### Dataset excerpts:
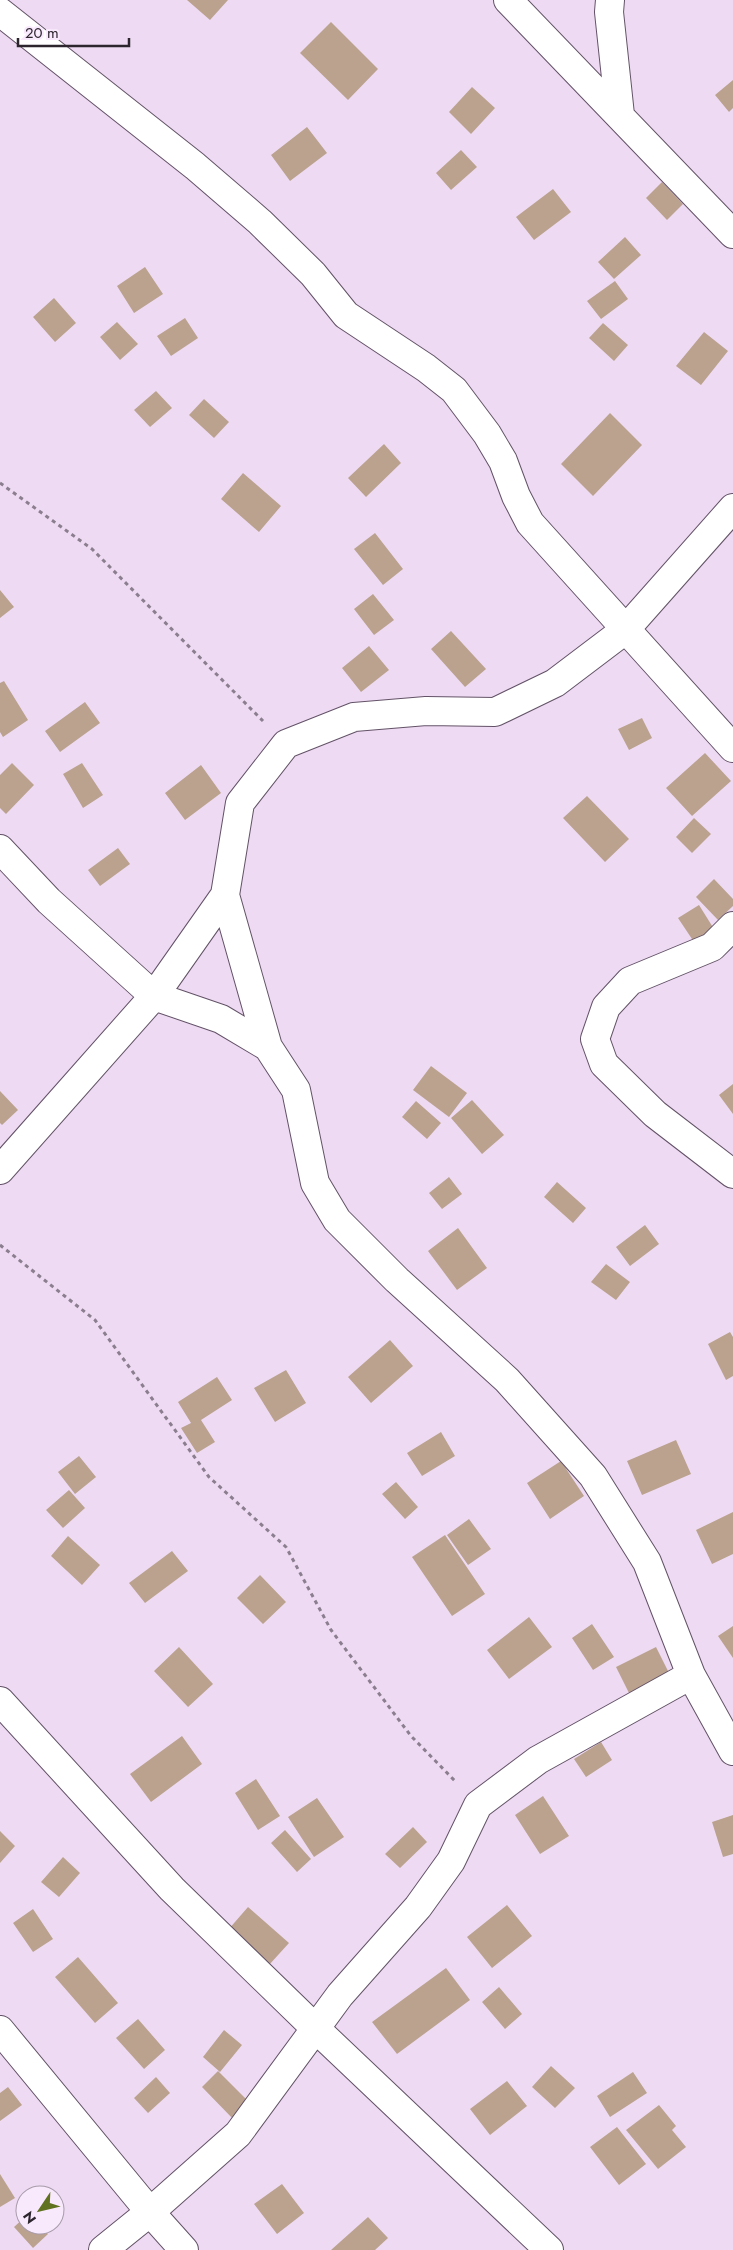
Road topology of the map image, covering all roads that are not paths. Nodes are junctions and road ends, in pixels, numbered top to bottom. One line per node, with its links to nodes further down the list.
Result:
1 (508, 0): 4 (street)
2 (610, 0): 4 (street)
3 (0, 12): 7 (street)
4 (620, 115): 5 (street)
5 (733, 234)
6 (733, 508): 7 (street)
7 (625, 630): 8 (street); 10 (street)
8 (733, 748)
9 (0, 849): 12 (street)
10 (225, 895): 12 (street); 13 (street)
11 (733, 926): 15 (street)
12 (154, 996): 13 (street); 14 (street)
13 (268, 1047): 16 (street)
14 (0, 1170)
15 (733, 1174)
16 (690, 1675): 18 (street); 19 (street)
17 (0, 1701): 19 (street)
18 (733, 1751)
19 (315, 2028): 21 (street); 24 (street)
20 (0, 2030): 21 (street)
21 (150, 2212): 22 (street); 23 (street)
22 (103, 2250)
23 (184, 2250)
24 (549, 2250)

### Work to be completed:
Once the images are removed, print the remaining data exactly as it appears above.

### Response for this exercise:
Road topology of the map image, covering all roads that are not paths. Nodes are junctions and road ends, in pixels, numbered top to bottom. One line per node, with its links to nodes further down the list.
Result:
1 (508, 0): 4 (street)
2 (610, 0): 4 (street)
3 (0, 12): 7 (street)
4 (620, 115): 5 (street)
5 (733, 234)
6 (733, 508): 7 (street)
7 (625, 630): 8 (street); 10 (street)
8 (733, 748)
9 (0, 849): 12 (street)
10 (225, 895): 12 (street); 13 (street)
11 (733, 926): 15 (street)
12 (154, 996): 13 (street); 14 (street)
13 (268, 1047): 16 (street)
14 (0, 1170)
15 (733, 1174)
16 (690, 1675): 18 (street); 19 (street)
17 (0, 1701): 19 (street)
18 (733, 1751)
19 (315, 2028): 21 (street); 24 (street)
20 (0, 2030): 21 (street)
21 (150, 2212): 22 (street); 23 (street)
22 (103, 2250)
23 (184, 2250)
24 (549, 2250)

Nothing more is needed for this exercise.